Aaniin! Hey everyone, my name is Shki-Ziigwan LaPointe, but people call me Ziigwan. I’m Anishinaabe from Ardoch First Nation and Métis from Penetanguishene. I live in Nogojiwanong/Peterborough and I’m attending Toronto Metropolitan University for my fourth and final year of Sociology. I started working with TRACKS a long time ago and have been involved with TRACKS in different ways for about 5 years. This year I’m working as the Camp Programs Coordinator and I could not be more excited for what we have planned for this year.


I’ve always been interested in combining different sciences together to see the overlap and the similarities but also the different perspectives used in observing the same thing, and being able to use that to find a more whole image of a single thing. TRACKS has really interested me in the past and still does because it combines and teaches things using both a western scientific approach and traditional Indigenous land based knowledge systems together.
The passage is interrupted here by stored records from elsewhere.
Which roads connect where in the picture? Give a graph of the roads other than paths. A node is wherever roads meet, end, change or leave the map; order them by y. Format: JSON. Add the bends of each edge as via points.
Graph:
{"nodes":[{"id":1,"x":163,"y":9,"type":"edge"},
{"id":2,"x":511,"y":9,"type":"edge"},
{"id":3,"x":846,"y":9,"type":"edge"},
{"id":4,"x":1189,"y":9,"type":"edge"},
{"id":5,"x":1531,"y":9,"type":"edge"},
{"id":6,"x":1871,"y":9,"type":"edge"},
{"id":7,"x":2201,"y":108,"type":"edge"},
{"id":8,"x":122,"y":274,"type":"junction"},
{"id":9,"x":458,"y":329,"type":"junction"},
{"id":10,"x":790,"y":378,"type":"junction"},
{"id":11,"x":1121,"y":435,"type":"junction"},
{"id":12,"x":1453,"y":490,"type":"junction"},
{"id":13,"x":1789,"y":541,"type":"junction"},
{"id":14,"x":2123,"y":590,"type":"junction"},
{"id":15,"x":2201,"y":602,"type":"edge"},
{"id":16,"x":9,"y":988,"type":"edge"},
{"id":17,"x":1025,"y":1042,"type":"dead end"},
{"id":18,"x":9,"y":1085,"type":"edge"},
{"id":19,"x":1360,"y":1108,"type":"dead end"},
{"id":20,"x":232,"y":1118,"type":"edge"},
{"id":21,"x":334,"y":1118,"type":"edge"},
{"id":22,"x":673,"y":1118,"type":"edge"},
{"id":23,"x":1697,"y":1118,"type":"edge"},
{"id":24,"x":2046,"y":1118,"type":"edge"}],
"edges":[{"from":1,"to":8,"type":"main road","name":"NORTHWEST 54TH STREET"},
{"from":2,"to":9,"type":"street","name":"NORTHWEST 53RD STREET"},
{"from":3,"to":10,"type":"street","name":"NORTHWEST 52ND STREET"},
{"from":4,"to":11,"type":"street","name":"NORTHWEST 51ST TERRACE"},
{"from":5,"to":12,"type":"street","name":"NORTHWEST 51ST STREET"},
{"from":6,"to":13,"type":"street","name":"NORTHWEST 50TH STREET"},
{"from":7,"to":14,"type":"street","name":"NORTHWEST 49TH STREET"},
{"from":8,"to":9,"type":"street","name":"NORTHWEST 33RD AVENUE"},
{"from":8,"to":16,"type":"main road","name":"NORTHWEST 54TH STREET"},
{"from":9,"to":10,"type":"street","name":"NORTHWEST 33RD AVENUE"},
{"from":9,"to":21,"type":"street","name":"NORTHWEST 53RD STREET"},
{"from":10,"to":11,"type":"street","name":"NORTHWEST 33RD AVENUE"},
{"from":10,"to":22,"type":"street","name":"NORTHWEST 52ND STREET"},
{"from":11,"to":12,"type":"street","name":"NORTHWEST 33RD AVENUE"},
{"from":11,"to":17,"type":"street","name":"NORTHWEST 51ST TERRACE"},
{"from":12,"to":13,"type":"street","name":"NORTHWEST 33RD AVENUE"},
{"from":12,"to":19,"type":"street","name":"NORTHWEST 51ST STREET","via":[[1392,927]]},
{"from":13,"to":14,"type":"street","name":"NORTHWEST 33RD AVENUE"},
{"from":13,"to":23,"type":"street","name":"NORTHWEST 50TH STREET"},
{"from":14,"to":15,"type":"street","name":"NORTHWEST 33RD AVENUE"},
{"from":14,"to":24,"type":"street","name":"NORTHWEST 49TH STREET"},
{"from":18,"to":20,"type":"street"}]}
I spent the past two years as an educational instructor, delivering programming in classrooms and at camp and I had a fantastic time learning at how these things are understood by youth and I had so many ideas about how programs and things could continue to change and create new workshops and programs and this year I’m excited to be a part of it again.


I always thought, now more than ever, that braiding together knowledge is critically important and that teaching it is important, especially to youth. The goal of braiding Indigenous knowledge and teachings with western knowledge is effective to teach as well as demonstrating how multiple knowledge systems when used together can often be more effective than coming from a singular perspective.